Or How Much is ever Enough?

This year, I am having fun taking part in my first ever Advent of Code! Day 17 threw me for a loop and forced me to learn a new technique so that deserves a quick write-up. As with other days, it’s a two part challenge which starts easy. The first challenge involves a bytecode interpreter and you know how much I like those! My input is equivalent to the following python code:

from collections.abc import Iterable

def device(a: int) -> Iterable[int]:
    while a:
        b = a & 7    # bst A
        b ^= 6       # bxl B
        c = a >> b   # cdv B
        b ^= c       # bxc
        b ^= 4       # bxl 4
        yield b & 7  # out B
        a >>= 3      # adv 3
        continue     # jnz 0

print(*device(66171486), sep=",")

So far so good. Part 2 gets hairy and involves searching for the smallest argument a that makes the device into a quine. Simplifiying the program as shown below highlights the fact that device yields one value per octal digit of a. So we’re looking for an a with 16 octal digits. There are \(2^{48}\) of those! This reminds us of the wheat and chessboard problem and we quickly realize that a brute-force search will run into heat death of the universe issues (although not quite a quickly as I would like to admit).

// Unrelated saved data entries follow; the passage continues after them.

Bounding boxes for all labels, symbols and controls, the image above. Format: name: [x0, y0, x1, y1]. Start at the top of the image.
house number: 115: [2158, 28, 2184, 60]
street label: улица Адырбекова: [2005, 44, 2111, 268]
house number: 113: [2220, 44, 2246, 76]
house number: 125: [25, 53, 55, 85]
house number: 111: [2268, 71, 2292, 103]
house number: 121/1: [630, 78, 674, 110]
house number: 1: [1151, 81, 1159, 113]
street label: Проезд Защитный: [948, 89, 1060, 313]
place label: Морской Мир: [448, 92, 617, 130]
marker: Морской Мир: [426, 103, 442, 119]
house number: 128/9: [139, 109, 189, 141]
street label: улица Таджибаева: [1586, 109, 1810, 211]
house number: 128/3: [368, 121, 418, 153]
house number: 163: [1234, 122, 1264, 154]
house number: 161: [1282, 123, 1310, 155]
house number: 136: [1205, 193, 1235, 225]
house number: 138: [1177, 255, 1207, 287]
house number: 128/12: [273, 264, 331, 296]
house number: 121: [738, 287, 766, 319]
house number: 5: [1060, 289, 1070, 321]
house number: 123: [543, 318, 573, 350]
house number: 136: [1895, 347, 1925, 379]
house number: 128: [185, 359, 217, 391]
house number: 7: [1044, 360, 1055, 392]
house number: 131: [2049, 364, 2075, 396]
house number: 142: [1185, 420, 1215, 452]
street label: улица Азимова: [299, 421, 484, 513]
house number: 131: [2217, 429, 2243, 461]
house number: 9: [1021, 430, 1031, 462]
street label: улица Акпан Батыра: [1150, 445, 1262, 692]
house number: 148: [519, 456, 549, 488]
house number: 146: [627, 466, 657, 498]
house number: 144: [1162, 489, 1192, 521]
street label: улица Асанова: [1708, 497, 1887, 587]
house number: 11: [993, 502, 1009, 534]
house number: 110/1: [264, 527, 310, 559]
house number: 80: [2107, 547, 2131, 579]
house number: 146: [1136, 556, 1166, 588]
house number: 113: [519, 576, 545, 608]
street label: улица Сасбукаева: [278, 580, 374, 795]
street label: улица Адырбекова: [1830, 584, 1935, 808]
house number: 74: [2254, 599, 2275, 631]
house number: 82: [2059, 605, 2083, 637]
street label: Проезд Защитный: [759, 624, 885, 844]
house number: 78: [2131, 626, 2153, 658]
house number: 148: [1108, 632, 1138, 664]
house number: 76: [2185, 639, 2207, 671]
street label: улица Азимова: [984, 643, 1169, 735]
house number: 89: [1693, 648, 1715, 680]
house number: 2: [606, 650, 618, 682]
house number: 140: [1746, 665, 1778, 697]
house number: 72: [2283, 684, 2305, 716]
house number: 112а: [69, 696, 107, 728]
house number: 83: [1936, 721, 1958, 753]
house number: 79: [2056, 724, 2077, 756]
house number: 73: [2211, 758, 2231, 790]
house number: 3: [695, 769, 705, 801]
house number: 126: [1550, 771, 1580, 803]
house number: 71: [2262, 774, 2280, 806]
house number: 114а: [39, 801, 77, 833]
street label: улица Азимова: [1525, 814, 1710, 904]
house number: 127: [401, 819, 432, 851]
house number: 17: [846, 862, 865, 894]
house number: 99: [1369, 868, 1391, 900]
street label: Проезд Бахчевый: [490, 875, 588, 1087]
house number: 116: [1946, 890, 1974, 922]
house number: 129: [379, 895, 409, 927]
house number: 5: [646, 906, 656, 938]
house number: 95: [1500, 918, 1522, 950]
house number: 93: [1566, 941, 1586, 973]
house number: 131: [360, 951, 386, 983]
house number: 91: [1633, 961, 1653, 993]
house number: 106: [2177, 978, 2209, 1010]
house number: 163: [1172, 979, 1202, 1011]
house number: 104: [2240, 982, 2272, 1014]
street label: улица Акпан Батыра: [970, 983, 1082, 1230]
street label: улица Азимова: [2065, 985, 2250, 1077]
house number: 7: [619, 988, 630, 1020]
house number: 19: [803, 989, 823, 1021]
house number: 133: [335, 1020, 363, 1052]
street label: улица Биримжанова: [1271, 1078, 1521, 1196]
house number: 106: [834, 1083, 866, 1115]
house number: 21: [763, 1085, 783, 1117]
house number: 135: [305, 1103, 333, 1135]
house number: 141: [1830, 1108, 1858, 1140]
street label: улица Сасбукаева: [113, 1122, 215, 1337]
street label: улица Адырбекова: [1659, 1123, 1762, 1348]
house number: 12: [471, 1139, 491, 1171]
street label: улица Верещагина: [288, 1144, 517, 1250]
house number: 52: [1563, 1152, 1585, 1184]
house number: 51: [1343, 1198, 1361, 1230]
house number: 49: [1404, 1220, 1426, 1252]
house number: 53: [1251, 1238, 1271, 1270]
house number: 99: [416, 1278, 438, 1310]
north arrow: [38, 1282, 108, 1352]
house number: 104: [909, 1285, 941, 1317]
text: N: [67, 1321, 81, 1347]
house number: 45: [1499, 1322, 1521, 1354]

def device(b: int) -> Iterable[int]:
    while a := b:
        b, c = divmod(a, 8)
        yield (a >> (c ^ 6) ^ c ^ 2) & 7

I could vaguely remember reading something about SAT solvers and Bit Twiddling Hacks. The combine search took me to this page and the following Z3-based solution:

from z3 import BitVec, solve

a = BitVec("A", 51)
constraints = []
for out in [2, 4, 1, 6, 7, 5, 4, 6, 1, 4, 5, 5, 0, 3, 3, 0]:
    b = a & 7
    b ^= 6
    c = a >> b
    b ^= c
    b ^= 4
    constraints.append(b & 7 == out)
    a >>= 3
constraints.append(a == 0)
solve(*constraints)

Z3 solves this problem so fast, its runtime is barely noticeable. That’s impressive on several levels:

  • pip install z3-solver just worked™
  • the API is n00b-friendly
  • solution is accepted by AoC

In my defense, I had worked with algebraic modeling languages before but Z3 remains an impressive bit of tech.

Still, I couldn’t help but feel that I brought a gun to a knife fight. (Don’t get me wrong, I absolutely took the AoC credit but I didn’t love the black box solution). So I stared at the short implementation for a while longer and realize an alternative solution:

a = {0}
for out in reversed([2, 4, 1, 6, 7, 5, 4, 6, 1, 4, 5, 5, 0, 3, 3, 0]):
    a = {
        d for b in a for c in range(8)
        if ((d := (b << 3) | c) >> (c ^ 6) ^ c ^ 2) & 7 == out
    }
min(a)

Ultimately, this amounts of backward induction which is likely one of the many strategies that Z3 implements. Unlike the brute-force approach, this implementation prunes aggressively which keeps its complexity much manageable.